Confused, Naomi looked back at her through the monitor as if she'd lost it. “Hear what?”
Katherine scanned about her father's apple tree, her eyes coming to rest upon a mound of golden fur before its trunk.
“I've got to go,” said Katherine, as she sprung up from her seat. “We'll talk tomorrow morning before school.”
She raced from her bedroom, hustled her way down the stairs, and scampered out onto the dimly lit porch at the property's front.
“It's the gryphon,” she gasped aloud, as she cautiously made her way closer to the apple tree.
The creature lay there before her; it restlessly squawked and squirmed about against the grass in a distressed state. As she crept closer toward the gryphon, she felt herself becoming swept up with emotion, overwhelmed by the sight of such a majestic creature. Her heart was beating so fast she thought it would burst out of her chest, and she could feel a tingling sensation toward the tips of her fingers.

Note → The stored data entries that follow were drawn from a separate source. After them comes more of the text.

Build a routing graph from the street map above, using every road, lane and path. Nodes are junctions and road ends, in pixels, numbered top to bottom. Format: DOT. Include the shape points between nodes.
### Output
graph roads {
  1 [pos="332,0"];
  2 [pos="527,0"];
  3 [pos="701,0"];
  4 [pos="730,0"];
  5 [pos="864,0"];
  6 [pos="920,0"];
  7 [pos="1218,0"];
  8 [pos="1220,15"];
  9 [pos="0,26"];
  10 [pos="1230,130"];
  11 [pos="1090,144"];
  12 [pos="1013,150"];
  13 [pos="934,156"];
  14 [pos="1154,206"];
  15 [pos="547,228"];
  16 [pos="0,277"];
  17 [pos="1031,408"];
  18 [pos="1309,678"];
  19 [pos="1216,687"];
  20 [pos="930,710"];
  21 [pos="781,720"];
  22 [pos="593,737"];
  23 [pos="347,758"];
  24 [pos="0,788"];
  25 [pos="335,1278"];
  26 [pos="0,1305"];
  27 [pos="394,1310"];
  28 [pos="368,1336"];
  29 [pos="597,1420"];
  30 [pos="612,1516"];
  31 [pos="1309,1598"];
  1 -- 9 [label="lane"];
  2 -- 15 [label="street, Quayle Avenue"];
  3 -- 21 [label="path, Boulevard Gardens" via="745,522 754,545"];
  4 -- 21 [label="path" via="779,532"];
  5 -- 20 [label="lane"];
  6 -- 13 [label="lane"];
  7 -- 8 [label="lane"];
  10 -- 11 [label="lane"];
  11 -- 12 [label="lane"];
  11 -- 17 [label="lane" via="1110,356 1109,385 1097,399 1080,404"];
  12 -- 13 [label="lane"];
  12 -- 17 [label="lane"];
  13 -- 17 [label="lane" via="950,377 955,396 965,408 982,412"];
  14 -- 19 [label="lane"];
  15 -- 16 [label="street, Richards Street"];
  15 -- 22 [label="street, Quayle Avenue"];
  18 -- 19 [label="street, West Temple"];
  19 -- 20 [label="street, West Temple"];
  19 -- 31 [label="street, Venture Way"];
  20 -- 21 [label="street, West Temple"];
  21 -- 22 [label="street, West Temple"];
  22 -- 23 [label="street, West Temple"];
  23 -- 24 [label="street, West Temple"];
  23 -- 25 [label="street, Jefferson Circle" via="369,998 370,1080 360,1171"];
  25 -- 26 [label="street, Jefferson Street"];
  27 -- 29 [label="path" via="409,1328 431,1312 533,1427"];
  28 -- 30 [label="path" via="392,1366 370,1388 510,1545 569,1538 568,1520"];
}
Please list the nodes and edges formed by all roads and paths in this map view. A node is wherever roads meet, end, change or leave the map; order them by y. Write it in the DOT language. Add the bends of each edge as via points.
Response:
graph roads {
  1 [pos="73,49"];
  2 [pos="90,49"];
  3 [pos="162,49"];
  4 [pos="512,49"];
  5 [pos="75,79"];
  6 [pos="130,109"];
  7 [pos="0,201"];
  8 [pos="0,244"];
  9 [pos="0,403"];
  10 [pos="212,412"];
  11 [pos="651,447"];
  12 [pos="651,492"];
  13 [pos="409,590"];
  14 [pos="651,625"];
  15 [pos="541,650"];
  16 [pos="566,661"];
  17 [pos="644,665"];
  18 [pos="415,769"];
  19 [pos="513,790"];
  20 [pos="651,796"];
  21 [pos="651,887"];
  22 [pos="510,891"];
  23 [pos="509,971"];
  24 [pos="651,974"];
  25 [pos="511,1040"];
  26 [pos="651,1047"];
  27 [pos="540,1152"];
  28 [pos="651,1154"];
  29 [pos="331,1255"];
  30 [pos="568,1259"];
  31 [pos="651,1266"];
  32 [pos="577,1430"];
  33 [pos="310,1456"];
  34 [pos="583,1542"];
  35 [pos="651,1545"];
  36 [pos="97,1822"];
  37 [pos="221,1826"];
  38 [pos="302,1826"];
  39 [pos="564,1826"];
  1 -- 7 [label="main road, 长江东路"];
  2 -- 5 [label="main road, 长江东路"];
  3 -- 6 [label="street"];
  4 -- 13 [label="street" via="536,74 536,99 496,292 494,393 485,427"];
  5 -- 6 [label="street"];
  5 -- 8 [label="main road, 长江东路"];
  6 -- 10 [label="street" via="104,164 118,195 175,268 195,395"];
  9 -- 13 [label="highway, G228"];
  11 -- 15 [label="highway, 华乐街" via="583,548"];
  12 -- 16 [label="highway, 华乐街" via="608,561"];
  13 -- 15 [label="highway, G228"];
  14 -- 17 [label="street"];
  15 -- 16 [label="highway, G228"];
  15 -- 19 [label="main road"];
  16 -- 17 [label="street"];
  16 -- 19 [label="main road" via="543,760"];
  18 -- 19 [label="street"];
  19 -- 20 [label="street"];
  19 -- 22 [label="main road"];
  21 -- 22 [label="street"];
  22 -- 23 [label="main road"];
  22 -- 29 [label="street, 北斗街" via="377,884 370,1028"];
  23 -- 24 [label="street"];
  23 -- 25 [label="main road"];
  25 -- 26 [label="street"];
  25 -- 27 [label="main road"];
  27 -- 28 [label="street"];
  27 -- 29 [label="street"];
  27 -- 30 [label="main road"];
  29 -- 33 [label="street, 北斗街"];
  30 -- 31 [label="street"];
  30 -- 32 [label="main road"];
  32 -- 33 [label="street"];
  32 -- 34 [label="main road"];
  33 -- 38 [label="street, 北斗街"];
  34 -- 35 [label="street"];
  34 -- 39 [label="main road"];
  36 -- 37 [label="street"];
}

The creature, having now taken note of her presence, lurched forward and glanced up at her through eyes speckled with gold. As it slowly stumbled toward her, she caught sight of its many wounds; there were numerous gashes torn through its fur, and there were what appeared to be small bite marks running up about its legs and neck. She found it difficult to imagine how anything could harm such a creature; with its formidable body of a lion, its powerful beak, and its razor sharp talons. But she was sure that someone, or something, had gotten hold of it. If the wounds were not enough of a telling sign. She couldn't keep herself from peering at the stream of blood that seeped through and painted the grass a dark red. Now that she found herself less than a foot away from this creature, she had the urge to provide comfort, to reach out and stroke her hand through its mane of feathers. But before she could move her hand forward through the air, she somehow sensed that something didn't feel quite right.
Why have I stopped
? She thought to herself,
this creature needs me, but I can't bring myself to move
Pleading for her to run away, she heard a voice in her head call out.
“What are you saying? I can't just leave it here to suffer.”
She spun round in search of anyone who could, and might, be able to help. But it was now late at night, and she figured that no one was going to be loitering in the neighbourhood at this hour.
But it's not like I'm dealing with a dog or cat here,
And how can I possibly be the only one who can hear its loud crying?
“Stay here,” she said to the gryphon. “I'll go find someone to help.”
“Whom do you expect to find,” Asked a cold and grave figure that now stood between her and the pathway toward the porch.
“Who are you?” she questioned, her body shaking.
The figure, cloaked in black, failed to respond and only glared back at her through the eye slits of a porcelain mask.
“I'm more curious about whom you think could possibly help,” she heard a more feminine voice say; one which sounded to echo from behind her and up within the apple tree.
When Katherine squinted upward at the tree, she caught sight of a gloomy and gothic, yet slender and delicate looking figure, perched upon one of its many branches. This bewitching and unusual creature then pounced, landing gracefully before Katherine and the gryphon. Next, this lustful looking demon removed her cowl in the moonlight to reveal a pair of black horns that protruded from out of the forehead, and brandished before Katherine a series of long piercing fingertips from beneath the sleeves of her tattered cloak.